[Extracted data — start]
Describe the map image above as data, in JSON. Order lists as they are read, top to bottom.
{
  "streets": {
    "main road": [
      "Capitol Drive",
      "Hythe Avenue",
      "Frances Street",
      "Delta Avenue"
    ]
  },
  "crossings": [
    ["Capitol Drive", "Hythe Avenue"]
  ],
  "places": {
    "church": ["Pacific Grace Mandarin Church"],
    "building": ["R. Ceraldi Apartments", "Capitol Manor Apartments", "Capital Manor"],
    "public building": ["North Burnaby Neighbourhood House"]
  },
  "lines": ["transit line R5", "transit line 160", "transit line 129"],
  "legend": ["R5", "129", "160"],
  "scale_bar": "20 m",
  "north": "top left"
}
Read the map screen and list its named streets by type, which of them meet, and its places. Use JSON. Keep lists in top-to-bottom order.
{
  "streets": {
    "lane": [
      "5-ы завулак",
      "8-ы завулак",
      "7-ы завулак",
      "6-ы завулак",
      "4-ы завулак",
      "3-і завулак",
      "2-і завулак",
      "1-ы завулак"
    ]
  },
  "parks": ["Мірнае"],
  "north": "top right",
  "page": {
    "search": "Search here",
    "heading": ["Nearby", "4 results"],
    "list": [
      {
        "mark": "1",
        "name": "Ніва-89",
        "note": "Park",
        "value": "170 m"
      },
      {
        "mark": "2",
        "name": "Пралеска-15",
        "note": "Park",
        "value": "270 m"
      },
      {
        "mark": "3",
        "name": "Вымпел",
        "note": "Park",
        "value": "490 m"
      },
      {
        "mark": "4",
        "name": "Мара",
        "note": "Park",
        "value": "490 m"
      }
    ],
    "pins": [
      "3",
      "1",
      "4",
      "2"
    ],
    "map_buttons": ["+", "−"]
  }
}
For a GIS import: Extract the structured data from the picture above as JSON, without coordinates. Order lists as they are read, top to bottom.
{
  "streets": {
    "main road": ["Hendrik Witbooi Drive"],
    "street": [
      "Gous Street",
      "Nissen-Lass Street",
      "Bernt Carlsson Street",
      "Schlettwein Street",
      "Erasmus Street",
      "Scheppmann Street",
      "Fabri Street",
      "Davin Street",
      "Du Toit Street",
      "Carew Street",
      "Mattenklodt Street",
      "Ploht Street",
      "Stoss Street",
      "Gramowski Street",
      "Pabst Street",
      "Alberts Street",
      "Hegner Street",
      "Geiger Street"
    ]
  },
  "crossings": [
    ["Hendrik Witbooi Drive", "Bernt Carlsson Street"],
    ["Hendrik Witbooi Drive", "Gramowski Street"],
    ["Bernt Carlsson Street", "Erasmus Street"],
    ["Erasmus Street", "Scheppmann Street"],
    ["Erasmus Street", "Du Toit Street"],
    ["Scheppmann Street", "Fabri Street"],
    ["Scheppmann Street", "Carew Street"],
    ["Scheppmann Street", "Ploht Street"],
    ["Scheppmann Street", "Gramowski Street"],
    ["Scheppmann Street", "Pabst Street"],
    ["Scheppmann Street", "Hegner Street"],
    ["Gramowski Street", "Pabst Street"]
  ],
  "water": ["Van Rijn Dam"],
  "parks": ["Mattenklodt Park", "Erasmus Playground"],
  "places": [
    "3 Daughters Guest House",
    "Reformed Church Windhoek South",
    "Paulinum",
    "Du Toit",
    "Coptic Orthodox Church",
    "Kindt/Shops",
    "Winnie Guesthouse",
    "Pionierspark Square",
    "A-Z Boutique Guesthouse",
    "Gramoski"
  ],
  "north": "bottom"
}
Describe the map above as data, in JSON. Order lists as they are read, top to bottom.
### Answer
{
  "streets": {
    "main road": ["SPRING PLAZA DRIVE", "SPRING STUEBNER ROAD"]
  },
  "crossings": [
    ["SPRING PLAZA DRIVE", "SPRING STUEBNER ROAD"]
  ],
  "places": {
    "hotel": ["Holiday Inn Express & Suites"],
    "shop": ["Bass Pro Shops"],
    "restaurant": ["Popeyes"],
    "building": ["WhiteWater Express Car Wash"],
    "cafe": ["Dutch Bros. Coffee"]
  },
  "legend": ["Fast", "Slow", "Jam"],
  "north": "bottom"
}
[Extracted data — finish]
> What to do
In this exercise, reproduce the material word for word, in full.

> The answer
Describe the map image above as data, in JSON. Order lists as they are read, top to bottom.
{
  "streets": {
    "main road": [
      "Capitol Drive",
      "Hythe Avenue",
      "Frances Street",
      "Delta Avenue"
    ]
  },
  "crossings": [
    ["Capitol Drive", "Hythe Avenue"]
  ],
  "places": {
    "church": ["Pacific Grace Mandarin Church"],
    "building": ["R. Ceraldi Apartments", "Capitol Manor Apartments", "Capital Manor"],
    "public building": ["North Burnaby Neighbourhood House"]
  },
  "lines": ["transit line R5", "transit line 160", "transit line 129"],
  "legend": ["R5", "129", "160"],
  "scale_bar": "20 m",
  "north": "top left"
}
Read the map screen and list its named streets by type, which of them meet, and its places. Use JSON. Keep lists in top-to-bottom order.
{
  "streets": {
    "lane": [
      "5-ы завулак",
      "8-ы завулак",
      "7-ы завулак",
      "6-ы завулак",
      "4-ы завулак",
      "3-і завулак",
      "2-і завулак",
      "1-ы завулак"
    ]
  },
  "parks": ["Мірнае"],
  "north": "top right",
  "page": {
    "search": "Search here",
    "heading": ["Nearby", "4 results"],
    "list": [
      {
        "mark": "1",
        "name": "Ніва-89",
        "note": "Park",
        "value": "170 m"
      },
      {
        "mark": "2",
        "name": "Пралеска-15",
        "note": "Park",
        "value": "270 m"
      },
      {
        "mark": "3",
        "name": "Вымпел",
        "note": "Park",
        "value": "490 m"
      },
      {
        "mark": "4",
        "name": "Мара",
        "note": "Park",
        "value": "490 m"
      }
    ],
    "pins": [
      "3",
      "1",
      "4",
      "2"
    ],
    "map_buttons": ["+", "−"]
  }
}
For a GIS import: Extract the structured data from the picture above as JSON, without coordinates. Order lists as they are read, top to bottom.
{
  "streets": {
    "main road": ["Hendrik Witbooi Drive"],
    "street": [
      "Gous Street",
      "Nissen-Lass Street",
      "Bernt Carlsson Street",
      "Schlettwein Street",
      "Erasmus Street",
      "Scheppmann Street",
      "Fabri Street",
      "Davin Street",
      "Du Toit Street",
      "Carew Street",
      "Mattenklodt Street",
      "Ploht Street",
      "Stoss Street",
      "Gramowski Street",
      "Pabst Street",
      "Alberts Street",
      "Hegner Street",
      "Geiger Street"
    ]
  },
  "crossings": [
    ["Hendrik Witbooi Drive", "Bernt Carlsson Street"],
    ["Hendrik Witbooi Drive", "Gramowski Street"],
    ["Bernt Carlsson Street", "Erasmus Street"],
    ["Erasmus Street", "Scheppmann Street"],
    ["Erasmus Street", "Du Toit Street"],
    ["Scheppmann Street", "Fabri Street"],
    ["Scheppmann Street", "Carew Street"],
    ["Scheppmann Street", "Ploht Street"],
    ["Scheppmann Street", "Gramowski Street"],
    ["Scheppmann Street", "Pabst Street"],
    ["Scheppmann Street", "Hegner Street"],
    ["Gramowski Street", "Pabst Street"]
  ],
  "water": ["Van Rijn Dam"],
  "parks": ["Mattenklodt Park", "Erasmus Playground"],
  "places": [
    "3 Daughters Guest House",
    "Reformed Church Windhoek South",
    "Paulinum",
    "Du Toit",
    "Coptic Orthodox Church",
    "Kindt/Shops",
    "Winnie Guesthouse",
    "Pionierspark Square",
    "A-Z Boutique Guesthouse",
    "Gramoski"
  ],
  "north": "bottom"
}
Describe the map above as data, in JSON. Order lists as they are read, top to bottom.
### Answer
{
  "streets": {
    "main road": ["SPRING PLAZA DRIVE", "SPRING STUEBNER ROAD"]
  },
  "crossings": [
    ["SPRING PLAZA DRIVE", "SPRING STUEBNER ROAD"]
  ],
  "places": {
    "hotel": ["Holiday Inn Express & Suites"],
    "shop": ["Bass Pro Shops"],
    "restaurant": ["Popeyes"],
    "building": ["WhiteWater Express Car Wash"],
    "cafe": ["Dutch Bros. Coffee"]
  },
  "legend": ["Fast", "Slow", "Jam"],
  "north": "bottom"
}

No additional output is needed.